Just one word: "Plastics," as they said in the 1960s film "The Graduate." All The Wall Street Journal has to do is say GE is close to selling its plastics unit, and Wall Street has gotten over yesterday's sulk over macroeconomic news that raised doubts about an interest-rate cut. More data - this time on consumer sentiment - is coming after the opening, but in light of the economic resilience shown yesterday, the market doesn't seem to care if declining home values and rising oil prices have caused us all to take a break from shopping.
Oil itself seems to be taking something of a breather after yesterday's rally on fears that new problems at U.S. refineries could constrict already low gasoline inventories. London Brent is hovering around $70 a barrel, while U.S. crude is up about $65.
The dollar is at a three-month high against the yen. U.S. Treasuries are up after a series of declines, but gains are limited after the Chinese central bank said it would raise interest rates. In M&A, romance - or acquisitiveness - is certainly in the air. A source says Cadbury Schweppes' beverage business, which includes Dr Pepper and Snapple, has attracted 12 potential suitors.
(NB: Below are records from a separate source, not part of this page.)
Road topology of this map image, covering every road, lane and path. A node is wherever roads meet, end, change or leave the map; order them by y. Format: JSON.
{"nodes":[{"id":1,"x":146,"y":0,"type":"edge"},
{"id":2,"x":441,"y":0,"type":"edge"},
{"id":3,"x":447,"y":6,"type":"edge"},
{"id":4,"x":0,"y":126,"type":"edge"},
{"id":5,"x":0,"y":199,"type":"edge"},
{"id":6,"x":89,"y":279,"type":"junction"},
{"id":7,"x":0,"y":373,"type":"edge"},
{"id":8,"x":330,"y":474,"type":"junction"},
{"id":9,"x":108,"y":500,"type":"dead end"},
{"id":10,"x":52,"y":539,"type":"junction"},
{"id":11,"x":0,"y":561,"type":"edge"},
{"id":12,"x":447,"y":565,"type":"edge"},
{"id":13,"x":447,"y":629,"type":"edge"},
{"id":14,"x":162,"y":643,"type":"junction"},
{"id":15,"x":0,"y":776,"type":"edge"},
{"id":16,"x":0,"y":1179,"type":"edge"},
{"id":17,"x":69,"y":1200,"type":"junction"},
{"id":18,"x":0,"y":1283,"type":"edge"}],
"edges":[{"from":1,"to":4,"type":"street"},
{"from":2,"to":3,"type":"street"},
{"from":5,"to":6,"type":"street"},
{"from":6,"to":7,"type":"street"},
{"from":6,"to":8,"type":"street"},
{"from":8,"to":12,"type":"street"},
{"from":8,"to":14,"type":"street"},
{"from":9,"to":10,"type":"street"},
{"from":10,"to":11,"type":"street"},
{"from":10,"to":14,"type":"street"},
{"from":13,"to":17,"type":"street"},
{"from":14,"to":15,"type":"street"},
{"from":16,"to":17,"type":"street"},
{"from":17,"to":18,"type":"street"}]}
And The Wall Street Journal says Royal Bank of Scotland is in talks with Bank of America over a deal on LaSalle, the ABN AMRO unit at the center of the battle for control of the Dutch company. Finally, don't shed any tears for Donald Trump over the uncertain fate of his show, "The Apprentice." Shares of his Trump Entertainment, which has been looking at strategic options, are way up after the casino company said late yesterday that it had received what it modestly calls indications of interest.